#### [Exercise objective]
Your reply should be an exact copy of every entry, with the pictures removed.

[Dataset records]

-- -- --

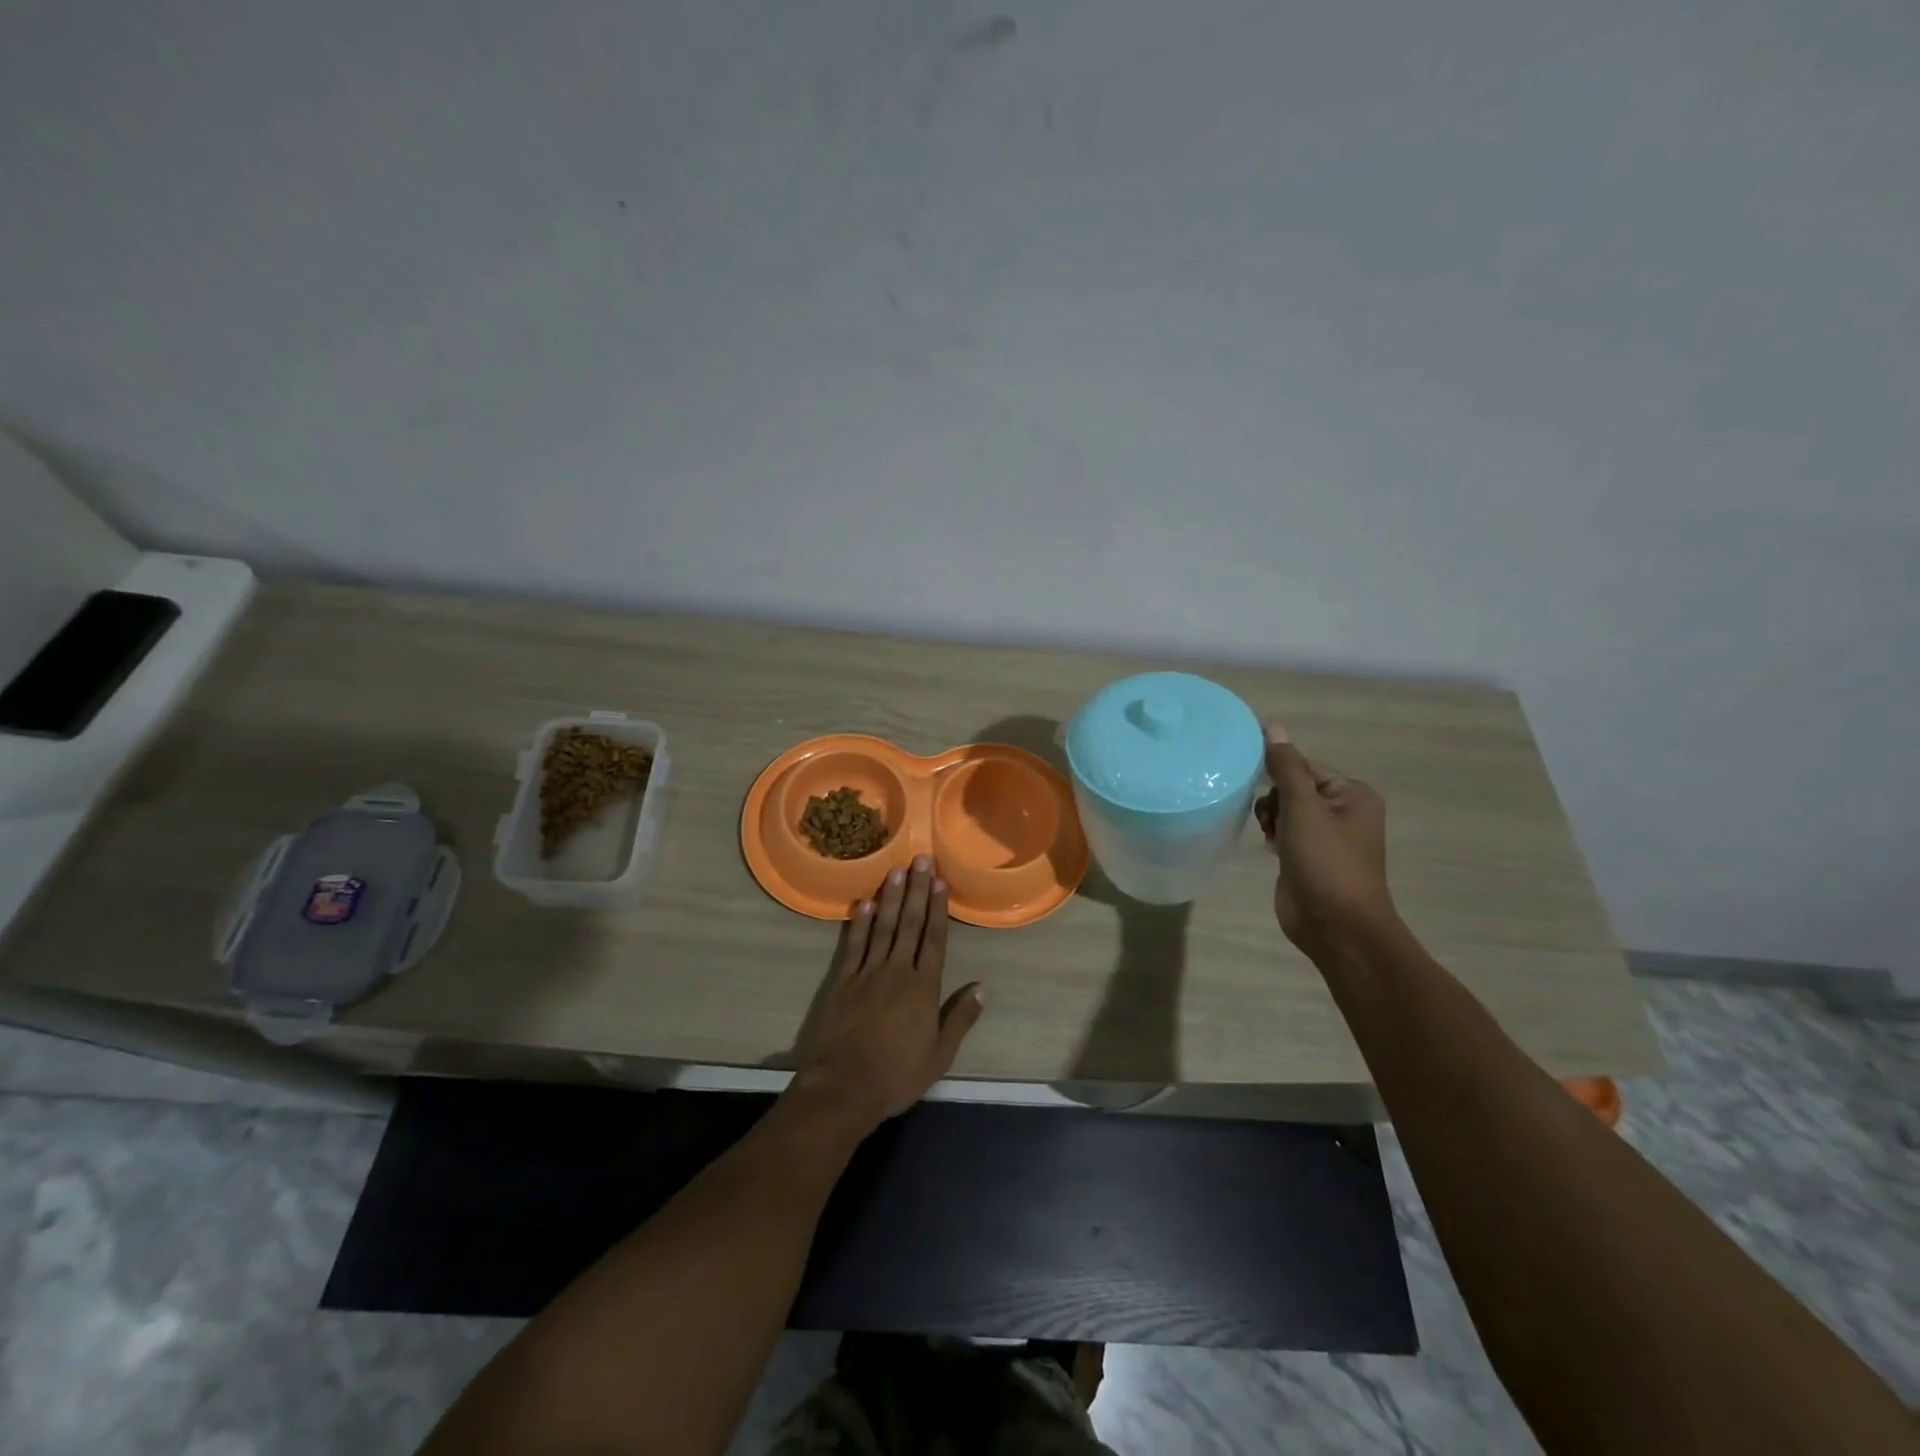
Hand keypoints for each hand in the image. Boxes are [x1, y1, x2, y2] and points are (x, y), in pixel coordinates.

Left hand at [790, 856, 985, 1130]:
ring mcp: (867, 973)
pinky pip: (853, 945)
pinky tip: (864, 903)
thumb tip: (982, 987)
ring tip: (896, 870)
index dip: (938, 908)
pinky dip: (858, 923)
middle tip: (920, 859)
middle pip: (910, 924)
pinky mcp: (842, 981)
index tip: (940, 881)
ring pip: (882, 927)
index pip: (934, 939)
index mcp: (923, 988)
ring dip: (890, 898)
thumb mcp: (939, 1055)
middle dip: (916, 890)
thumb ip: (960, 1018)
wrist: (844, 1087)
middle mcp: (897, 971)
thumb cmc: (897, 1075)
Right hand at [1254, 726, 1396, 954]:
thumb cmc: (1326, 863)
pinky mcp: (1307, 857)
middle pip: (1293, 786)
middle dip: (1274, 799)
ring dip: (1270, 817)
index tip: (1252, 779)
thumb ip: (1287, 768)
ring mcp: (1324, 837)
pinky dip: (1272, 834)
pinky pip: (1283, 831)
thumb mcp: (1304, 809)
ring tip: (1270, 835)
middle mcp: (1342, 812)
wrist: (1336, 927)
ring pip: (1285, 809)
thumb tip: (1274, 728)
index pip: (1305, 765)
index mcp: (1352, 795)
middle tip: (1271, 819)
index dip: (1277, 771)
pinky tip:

-- -- --

#### [Response box]
Hand keypoints for each hand in the image. Boxes are [x1, y1, x2, y2] and points are (x, y), in pixel coordinates.

Left hand at [790, 856, 985, 1130]:
ring mcp: (867, 973)
pinky pip: (853, 945)
pinky tip: (864, 903)
thumb tip: (982, 987)
ring tip: (896, 870)
index dip: (938, 908)
pinky dip: (858, 923)
middle tip: (920, 859)
middle pip: (910, 924)
pinky mcp: (842, 981)
index tip: (940, 881)
ring pip: (882, 927)
index pip: (934, 939)
index mcp: (923, 988)
ring dip: (890, 898)
thumb mcp: (939, 1055)
middle dip: (916, 890)
thumb ip: (960, 1018)
wrist: (844, 1087)
middle mcp: (897, 971)
thumb cmc: (897, 1075)
Right hand at [1254, 726, 1396, 954]:
thumb cmc: (1326, 863)
pinky mcp: (1307, 857)
middle pip: (1293, 786)
middle dip: (1274, 799)
ring dip: (1270, 817)
index tip: (1252, 779)
thumb ip: (1287, 768)
ring mcp: (1324, 837)
pinky dip: (1272, 834)
pinky pip: (1283, 831)
thumb mcp: (1304, 809)
ring tip: (1270, 835)
middle mcp: (1342, 812)
wrist: (1336, 927)
ring pip: (1285, 809)
thumb tip: (1274, 728)
index pip: (1305, 765)
index mcp: (1352, 795)
middle tip: (1271, 819)
index dip: (1277, 771)
pinky tip:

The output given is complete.